Personal information
- Full name: Christopher Tadrosse
- Date of birth: 10 September 1985 (age 40)
- Place of birth: Sydney, Australia
- Height: 1.72 m (5 ft 8 in)
- Position: Left back

Youth career
- 1993–1997: Colo Soccer Football Club
- Bonnyrigg White Eagles
- 2000–2001: Nepean
- 2002–2003: NSWIS
- AIS

Senior career*
- Years: Team / Apps / (Gls)
- 2004–2005: Blacktown City Demons
- 2005–2006: Melbourne Victory / 8 / (0)
- 2005–2006: KFC Uerdingen 05 / 16 / (2)
- 2006–2008: Borussia Mönchengladbach II / 35 / (0)
- 2008–2009: Central Coast Mariners / 1 / (0)
- 2009–2010: North Queensland Fury / 23 / (1)
- 2010–2015: Bonnyrigg White Eagles / 123 / (6)

International career
- 2005: Australia U-20

= Chris Tadrosse =

Australian soccer player

Chris Tadrosse (born 10 September 1985) is an Australian former professional footballer. He most recently played at a high level for Bonnyrigg White Eagles.

==Club career==
He was part of Melbourne Victory's squad in the A-League, but was allowed to leave late in the club's inaugural year; having failed to make a real impact in his limited appearances and Melbourne having to rebuild after an unsuccessful season.

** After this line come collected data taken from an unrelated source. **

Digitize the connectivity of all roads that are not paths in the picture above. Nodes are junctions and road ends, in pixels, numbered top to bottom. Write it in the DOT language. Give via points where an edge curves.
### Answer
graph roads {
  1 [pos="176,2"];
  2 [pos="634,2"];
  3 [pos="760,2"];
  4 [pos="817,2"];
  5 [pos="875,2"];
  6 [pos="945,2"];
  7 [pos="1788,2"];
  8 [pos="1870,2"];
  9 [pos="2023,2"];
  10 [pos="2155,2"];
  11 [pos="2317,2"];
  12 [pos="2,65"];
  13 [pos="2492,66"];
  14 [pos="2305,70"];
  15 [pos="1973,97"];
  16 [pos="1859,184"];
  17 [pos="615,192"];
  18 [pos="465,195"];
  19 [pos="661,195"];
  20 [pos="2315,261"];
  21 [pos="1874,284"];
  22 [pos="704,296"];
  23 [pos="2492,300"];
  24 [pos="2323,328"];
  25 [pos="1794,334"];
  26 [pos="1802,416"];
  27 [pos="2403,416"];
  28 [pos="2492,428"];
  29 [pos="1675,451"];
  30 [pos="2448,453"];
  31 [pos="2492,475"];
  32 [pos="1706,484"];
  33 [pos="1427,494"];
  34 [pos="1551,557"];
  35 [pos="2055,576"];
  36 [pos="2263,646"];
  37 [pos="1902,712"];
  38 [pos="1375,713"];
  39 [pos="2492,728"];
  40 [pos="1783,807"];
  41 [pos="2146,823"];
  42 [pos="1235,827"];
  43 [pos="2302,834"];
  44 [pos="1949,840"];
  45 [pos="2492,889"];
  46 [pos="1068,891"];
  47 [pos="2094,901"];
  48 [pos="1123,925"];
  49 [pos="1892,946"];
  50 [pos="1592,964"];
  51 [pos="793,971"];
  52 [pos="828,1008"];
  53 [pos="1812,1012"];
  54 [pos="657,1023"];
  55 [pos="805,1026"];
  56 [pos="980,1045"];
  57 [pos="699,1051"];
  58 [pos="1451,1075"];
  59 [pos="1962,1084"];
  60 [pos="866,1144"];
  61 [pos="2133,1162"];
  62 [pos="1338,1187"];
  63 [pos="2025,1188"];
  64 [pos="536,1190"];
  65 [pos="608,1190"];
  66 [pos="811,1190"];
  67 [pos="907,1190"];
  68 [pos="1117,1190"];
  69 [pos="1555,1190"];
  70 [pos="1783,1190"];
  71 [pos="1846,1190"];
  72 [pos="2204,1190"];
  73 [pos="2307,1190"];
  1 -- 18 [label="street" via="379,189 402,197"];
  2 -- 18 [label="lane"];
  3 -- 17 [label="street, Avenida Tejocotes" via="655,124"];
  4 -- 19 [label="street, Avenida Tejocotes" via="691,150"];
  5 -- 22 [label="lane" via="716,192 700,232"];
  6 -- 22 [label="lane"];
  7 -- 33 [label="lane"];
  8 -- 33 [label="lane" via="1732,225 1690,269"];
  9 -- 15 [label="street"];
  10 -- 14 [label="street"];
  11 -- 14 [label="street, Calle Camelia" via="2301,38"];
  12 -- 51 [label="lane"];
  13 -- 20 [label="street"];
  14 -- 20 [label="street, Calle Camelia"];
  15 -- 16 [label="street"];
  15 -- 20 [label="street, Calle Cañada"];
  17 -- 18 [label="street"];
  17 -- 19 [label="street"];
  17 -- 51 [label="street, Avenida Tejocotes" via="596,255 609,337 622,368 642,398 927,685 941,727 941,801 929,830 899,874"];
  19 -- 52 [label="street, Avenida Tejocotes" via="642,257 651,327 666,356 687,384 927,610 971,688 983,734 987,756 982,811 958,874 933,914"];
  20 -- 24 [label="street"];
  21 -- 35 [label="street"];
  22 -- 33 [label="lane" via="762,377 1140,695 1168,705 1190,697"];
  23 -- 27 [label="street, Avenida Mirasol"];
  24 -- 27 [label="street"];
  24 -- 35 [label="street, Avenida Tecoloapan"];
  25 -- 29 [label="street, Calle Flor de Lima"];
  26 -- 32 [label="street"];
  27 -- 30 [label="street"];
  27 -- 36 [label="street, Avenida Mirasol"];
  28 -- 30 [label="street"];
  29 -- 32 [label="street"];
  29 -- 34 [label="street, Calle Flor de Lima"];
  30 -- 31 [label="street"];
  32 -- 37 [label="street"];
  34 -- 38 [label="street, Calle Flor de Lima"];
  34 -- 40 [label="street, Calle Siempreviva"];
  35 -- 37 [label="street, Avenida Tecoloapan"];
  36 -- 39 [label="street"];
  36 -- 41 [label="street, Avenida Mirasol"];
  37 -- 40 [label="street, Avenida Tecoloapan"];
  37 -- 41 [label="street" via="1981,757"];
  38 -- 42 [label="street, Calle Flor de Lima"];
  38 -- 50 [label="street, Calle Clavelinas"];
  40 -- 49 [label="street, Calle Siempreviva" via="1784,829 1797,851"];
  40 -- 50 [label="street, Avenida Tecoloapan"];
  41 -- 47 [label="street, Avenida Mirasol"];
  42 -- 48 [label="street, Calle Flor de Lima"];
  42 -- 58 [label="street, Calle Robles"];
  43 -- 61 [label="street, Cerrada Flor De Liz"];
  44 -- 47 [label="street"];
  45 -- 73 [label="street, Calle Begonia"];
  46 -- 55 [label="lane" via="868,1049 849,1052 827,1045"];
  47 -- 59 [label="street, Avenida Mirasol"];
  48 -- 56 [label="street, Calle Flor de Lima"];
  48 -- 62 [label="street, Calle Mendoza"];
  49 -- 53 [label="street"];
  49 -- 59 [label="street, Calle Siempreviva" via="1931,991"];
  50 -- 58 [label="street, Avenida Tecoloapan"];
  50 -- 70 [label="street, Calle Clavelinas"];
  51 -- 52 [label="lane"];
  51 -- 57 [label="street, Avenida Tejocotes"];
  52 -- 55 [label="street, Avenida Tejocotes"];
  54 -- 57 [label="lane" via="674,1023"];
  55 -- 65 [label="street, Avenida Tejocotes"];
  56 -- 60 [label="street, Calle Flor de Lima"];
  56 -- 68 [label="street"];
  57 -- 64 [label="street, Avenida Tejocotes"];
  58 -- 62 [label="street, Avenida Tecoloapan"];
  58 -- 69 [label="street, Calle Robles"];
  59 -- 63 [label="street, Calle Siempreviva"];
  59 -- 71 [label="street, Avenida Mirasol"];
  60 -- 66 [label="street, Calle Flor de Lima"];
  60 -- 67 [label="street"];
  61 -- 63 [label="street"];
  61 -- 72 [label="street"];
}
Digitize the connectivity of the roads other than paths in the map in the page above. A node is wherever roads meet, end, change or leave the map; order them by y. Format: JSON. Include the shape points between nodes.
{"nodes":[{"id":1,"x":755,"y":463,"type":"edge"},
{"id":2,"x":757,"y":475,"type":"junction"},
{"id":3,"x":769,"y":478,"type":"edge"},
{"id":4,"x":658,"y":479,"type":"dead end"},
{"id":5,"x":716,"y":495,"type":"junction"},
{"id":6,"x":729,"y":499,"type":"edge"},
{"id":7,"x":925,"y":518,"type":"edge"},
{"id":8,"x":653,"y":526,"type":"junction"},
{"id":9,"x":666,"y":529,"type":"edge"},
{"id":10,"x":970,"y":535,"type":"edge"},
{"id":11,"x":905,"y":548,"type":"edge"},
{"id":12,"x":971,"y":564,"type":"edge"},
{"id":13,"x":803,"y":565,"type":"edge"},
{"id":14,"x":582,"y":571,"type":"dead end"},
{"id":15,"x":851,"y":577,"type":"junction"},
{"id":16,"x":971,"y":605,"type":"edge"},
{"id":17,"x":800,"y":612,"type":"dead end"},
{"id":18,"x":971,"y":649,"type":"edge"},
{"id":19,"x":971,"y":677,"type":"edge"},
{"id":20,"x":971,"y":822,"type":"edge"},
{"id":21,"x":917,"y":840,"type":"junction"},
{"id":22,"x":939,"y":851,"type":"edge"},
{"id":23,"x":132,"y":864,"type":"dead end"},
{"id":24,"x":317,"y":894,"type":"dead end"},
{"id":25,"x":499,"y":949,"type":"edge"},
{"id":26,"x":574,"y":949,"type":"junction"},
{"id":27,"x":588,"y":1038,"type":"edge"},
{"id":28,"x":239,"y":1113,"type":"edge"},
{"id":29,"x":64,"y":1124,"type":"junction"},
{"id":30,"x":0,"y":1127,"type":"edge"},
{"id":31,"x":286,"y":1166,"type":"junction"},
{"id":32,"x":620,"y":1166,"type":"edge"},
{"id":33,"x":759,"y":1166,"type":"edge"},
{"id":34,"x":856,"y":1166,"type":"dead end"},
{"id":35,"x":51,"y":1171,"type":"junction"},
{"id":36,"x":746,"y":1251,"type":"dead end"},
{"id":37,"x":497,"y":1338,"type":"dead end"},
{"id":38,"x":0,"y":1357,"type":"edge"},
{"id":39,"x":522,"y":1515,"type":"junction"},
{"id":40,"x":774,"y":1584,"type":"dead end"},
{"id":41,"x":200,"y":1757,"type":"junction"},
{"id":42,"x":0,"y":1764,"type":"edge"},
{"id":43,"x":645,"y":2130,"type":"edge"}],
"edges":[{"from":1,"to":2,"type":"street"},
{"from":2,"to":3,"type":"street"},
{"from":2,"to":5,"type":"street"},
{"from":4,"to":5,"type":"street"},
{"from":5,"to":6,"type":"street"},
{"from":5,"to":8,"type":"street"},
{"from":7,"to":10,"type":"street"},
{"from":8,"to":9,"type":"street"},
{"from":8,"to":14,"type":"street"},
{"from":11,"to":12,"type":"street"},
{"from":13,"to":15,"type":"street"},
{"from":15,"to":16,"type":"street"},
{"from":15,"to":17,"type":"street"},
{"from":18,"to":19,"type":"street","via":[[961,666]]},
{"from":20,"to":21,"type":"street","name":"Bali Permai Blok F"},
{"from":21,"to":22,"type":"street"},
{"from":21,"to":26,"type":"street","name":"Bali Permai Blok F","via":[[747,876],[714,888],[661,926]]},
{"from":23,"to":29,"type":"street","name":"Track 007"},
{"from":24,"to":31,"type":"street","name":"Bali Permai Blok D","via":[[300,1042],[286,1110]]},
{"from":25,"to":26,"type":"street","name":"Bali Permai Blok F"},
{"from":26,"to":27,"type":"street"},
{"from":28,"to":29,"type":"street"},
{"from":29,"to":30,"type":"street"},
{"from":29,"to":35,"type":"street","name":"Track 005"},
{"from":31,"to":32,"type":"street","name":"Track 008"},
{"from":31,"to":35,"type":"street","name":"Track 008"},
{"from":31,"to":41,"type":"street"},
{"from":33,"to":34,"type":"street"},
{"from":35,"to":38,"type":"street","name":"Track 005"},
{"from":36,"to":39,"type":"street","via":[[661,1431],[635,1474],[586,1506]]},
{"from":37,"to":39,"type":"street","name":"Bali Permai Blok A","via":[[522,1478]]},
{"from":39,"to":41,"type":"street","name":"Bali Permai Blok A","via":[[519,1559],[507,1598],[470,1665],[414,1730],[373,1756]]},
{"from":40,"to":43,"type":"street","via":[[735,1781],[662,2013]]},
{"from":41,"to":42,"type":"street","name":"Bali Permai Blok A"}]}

The first stop on his German adventure was with Oberliga Nordrhein league club KFC Uerdingen 05. After a short stay he moved to Bundesliga club Borussia Mönchengladbach. He made several appearances for the club's second team but was released at the end of the 2007–08 season.

On 1 October 2008, Tadrosse signed with the Central Coast Mariners after a trial period of one month as a short-term injury replacement for Dean Heffernan. In 2008, he had a short trial at English League Two side Port Vale.

Tadrosse joined new A-League club North Queensland Fury for their inaugural season in the competition, after signing with the club.